What are clustered indexes, non-clustered indexes, joint indexes and unique indexes in MySQL
1. Index type
Indices can be divided into B-Tree indexes and hash indexes according to the underlying implementation. Most of the time we use B-Tree indexes. -Tree index, because of its good performance and features, is more suitable for building high-concurrency systems.
Divided according to the storage method of the index, the index can be divided into clustered index and non-clustered index. The leaf nodes of a non-clustered index only contain all fields and primary key IDs, while the leaf nodes of a clustered index contain complete record rows.
According to clustered index and non-clustered index, it can be further divided into ordinary index, covering index, unique index and joint index.
2. Clustered index and non-clustered index
Clustered index is also called clustered index. It is not actually a separate index type, but a data storage method. The leaf nodes of the clustered index store all column information of a row of records. In other words, the leaf node of the clustered index contains a complete record row.
Non-clustered index is also called auxiliary index and ordinary index. Its leaf nodes only contain one primary key value. To find records through non-clustered index, you must first find the primary key, and then go to the clustered index through the primary key. Find the corresponding record row, this process is called table return.
For example, a data table containing user names and ages, assuming that the primary key is the user ID, the structure of the clustered index is (orange represents the id, green is the pointer to the child node):
In the leaf nodes, in order to highlight the records, (id, name, age)
is distinguished. In fact, they are connected together. They form a line. The record as a whole.

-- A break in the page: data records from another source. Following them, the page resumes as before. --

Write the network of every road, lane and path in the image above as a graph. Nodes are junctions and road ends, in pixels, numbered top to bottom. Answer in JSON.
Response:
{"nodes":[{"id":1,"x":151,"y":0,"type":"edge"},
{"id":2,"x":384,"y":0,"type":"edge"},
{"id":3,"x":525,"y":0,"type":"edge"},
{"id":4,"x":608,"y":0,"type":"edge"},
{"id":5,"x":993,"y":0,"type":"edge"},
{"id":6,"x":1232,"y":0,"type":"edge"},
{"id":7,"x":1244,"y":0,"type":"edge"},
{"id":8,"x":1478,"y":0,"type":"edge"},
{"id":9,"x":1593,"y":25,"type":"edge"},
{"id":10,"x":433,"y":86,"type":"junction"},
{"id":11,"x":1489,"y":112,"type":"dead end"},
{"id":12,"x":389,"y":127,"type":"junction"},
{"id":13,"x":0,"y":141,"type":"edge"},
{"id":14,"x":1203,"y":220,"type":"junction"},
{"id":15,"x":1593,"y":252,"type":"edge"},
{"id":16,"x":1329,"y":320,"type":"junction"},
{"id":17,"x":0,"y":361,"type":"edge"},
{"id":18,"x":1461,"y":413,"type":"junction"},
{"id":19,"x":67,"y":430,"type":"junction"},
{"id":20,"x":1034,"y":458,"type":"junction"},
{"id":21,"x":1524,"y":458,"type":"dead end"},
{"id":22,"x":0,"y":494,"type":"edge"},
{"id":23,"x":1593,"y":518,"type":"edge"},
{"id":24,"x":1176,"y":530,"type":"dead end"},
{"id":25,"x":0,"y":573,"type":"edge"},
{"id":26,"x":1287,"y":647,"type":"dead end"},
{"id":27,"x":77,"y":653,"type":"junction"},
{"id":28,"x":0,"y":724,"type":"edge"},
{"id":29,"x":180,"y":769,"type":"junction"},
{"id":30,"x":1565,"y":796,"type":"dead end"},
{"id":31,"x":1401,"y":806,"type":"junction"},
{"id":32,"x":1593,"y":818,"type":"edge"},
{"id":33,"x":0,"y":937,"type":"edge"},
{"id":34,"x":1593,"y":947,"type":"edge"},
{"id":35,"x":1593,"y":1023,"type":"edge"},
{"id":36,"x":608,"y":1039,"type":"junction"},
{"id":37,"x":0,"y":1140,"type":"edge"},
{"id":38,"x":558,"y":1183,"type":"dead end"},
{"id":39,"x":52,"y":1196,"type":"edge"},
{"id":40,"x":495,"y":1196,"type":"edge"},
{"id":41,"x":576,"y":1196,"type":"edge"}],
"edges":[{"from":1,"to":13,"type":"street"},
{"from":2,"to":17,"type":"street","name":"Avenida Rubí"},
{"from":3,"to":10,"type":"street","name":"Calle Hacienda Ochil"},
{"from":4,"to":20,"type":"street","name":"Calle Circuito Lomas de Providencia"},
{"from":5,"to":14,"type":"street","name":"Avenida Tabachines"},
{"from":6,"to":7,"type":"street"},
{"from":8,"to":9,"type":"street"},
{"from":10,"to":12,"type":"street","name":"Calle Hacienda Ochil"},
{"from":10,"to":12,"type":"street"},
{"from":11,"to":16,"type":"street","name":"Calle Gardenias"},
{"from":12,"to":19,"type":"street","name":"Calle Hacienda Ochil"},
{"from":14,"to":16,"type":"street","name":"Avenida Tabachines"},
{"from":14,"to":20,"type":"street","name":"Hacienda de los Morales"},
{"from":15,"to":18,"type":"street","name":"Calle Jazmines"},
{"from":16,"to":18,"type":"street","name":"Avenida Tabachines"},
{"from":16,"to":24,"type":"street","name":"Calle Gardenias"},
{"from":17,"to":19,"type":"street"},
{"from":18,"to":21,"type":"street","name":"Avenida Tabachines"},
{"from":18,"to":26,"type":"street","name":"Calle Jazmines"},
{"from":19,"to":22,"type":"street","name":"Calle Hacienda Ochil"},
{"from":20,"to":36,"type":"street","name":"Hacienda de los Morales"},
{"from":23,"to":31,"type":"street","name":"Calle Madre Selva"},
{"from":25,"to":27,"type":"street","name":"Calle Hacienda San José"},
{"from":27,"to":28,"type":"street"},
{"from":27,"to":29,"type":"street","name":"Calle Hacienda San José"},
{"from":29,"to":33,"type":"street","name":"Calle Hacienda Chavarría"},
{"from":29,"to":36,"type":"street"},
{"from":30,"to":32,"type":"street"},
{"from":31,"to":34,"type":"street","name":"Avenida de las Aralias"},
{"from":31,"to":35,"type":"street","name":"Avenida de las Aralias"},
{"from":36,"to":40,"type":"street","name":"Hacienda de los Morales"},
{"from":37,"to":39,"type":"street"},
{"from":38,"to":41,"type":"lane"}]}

The structure of a non-clustered index (with age as the index) is:
In addition to the age field itself, the leaf nodes of the node , only contains the primary key ID of the current record, and does not contain the information of the complete record. You need to query the clustered index through the ID number to obtain the entire row of record data.
In InnoDB, each table must have a clustered index, which will be created based on the primary key by default. If there is no primary key in the table, InnoDB will select a suitable column as the clustered index. If no suitable column is found, a hidden column DB_ROW_ID will be used as the clustered index.
3. Covering Index
Because the non-clustered index does not contain complete data information, searching for complete data records requires table return, so one query operation actually requires two index queries. . If every index query needs to be run twice to get the result, then this will inevitably lead to a loss of efficiency, because if you can reduce the query by one, you should reduce it by one.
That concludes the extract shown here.